There followed those
events that always seem to follow men losing good jobs. Drink
turned some of them mean and they beat then-loving wives, and some
even beat their children. At workingmen’s taverns blood spilled all
the time now, not just during the occasional Saturday brawl. The
best of the men, the ones who didn’t turn to drink and violence,
tried to get other jobs; but, prosperous as the town was, there
were no other jobs, not good ones anyway, not ones that could
replace what they’d earned (and the kind of self-esteem they’d
felt) as employees of the Rochester Wagon Works. These men took to
serving the gentry, for there was a large class of rich people in
the town. They became gardeners and handymen and drivers and
housepainters; they learned how to say yes
ma’m and yessir so sweet you almost
couldn’t hear the contempt in their voices for the spoiled, pushy,
inconsiderate rich folks who employed them. They had no choice.
They had families to feed.
It was sometime
during this period when the happy Griff became the sorrowful Griff.
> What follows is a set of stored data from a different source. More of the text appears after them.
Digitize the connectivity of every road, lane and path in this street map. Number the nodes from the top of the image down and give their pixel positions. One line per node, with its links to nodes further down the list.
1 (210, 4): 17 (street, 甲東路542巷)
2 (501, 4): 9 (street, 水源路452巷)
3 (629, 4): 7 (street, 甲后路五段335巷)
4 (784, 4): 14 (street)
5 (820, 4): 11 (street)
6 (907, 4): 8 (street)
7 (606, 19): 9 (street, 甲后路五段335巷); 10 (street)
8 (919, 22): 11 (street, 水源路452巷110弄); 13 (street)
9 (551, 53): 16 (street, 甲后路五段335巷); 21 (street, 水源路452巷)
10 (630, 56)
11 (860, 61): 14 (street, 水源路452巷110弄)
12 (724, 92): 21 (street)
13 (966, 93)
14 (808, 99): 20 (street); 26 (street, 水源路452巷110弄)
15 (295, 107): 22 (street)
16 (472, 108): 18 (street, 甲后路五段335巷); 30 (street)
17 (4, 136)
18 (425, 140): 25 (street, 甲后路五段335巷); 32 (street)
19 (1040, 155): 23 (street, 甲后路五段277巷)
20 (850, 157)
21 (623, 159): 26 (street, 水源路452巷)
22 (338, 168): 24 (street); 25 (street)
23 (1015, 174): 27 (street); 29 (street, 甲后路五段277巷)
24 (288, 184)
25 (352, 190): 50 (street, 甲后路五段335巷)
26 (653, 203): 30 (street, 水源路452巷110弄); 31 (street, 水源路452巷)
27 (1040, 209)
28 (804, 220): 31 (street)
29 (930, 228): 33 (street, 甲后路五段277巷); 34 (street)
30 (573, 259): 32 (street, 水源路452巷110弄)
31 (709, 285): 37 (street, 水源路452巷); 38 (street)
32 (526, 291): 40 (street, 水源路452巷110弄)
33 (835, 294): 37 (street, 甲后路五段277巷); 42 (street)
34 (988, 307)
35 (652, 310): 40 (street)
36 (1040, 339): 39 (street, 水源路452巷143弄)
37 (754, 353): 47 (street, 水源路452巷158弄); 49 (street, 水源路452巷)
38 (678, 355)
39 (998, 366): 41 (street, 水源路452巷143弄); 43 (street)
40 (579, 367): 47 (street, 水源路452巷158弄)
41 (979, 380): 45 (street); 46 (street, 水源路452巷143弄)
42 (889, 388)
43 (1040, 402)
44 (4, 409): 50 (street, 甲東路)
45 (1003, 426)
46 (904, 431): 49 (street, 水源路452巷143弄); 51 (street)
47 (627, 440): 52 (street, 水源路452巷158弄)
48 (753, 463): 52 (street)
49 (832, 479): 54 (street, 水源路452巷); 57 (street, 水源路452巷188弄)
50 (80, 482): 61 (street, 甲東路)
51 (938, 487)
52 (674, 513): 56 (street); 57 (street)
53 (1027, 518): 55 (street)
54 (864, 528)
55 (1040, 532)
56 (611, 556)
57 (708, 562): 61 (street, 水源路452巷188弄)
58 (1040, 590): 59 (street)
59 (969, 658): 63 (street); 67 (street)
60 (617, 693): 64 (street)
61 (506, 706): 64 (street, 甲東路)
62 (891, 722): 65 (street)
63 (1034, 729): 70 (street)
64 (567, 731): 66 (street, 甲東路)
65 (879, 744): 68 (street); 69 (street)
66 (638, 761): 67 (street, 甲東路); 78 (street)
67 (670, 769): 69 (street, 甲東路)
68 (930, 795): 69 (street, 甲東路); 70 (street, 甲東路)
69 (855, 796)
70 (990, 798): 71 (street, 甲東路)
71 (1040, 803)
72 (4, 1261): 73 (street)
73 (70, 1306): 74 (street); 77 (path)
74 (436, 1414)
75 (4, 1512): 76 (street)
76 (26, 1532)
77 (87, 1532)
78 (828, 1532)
He worked half a dozen jobs that first year after Rochester closed
down, the worst of them being as a helper to one of the town’s
three morticians. He had hated seeing how the blood ran in the
gutters of the undertaker’s table and he had hated the white
fishbelly look to the flesh of corpses and most especially the high
fetid smell of the dead that he could never quite get clean of his
nostrils. He tried getting back to farming somehow, but this was a
time of many bank failures in the midwest, currency shaky as hell,
and so he could find nobody to stake him.
It was then that he
evolved the idea of robbing banks. It would be simple enough. He
would take two of the men he had worked with at
Rochester-Kittredge, because he had good nerves and was
intelligent; Carlyle, because he had the kind of Saturday night
beery courage you needed in tight spots-and together they would
travel in a three-hundred-mile semicircular radius (he had this
drawn out on a map) and hold up banks three times a year. Kittredge
and Carlyle were happy to be invited in. They had agreed to two
inviolate propositions: Griff had the final say in any dispute, and
there was to be no violence. No violence whatsoever. It was in the
course of their very first robbery that either Kittredge or Carlyle
(Griff could never be sure) panicked and the little girl got
killed. It had been purely an accident-my God, nobody would shoot a
little girl-but that didn’t make her any less dead. The three men
had been so sickened by the sight of the little girl lying in blood
and dead on the floor that they forgot to grab the money. They left
with guns blazing, empty-handed. They were lucky to escape.
***
So now he stood in
the dusty sunlight of the long July afternoon in a barn that
smelled of wood and tarpaper and hay and dogshit from the girls’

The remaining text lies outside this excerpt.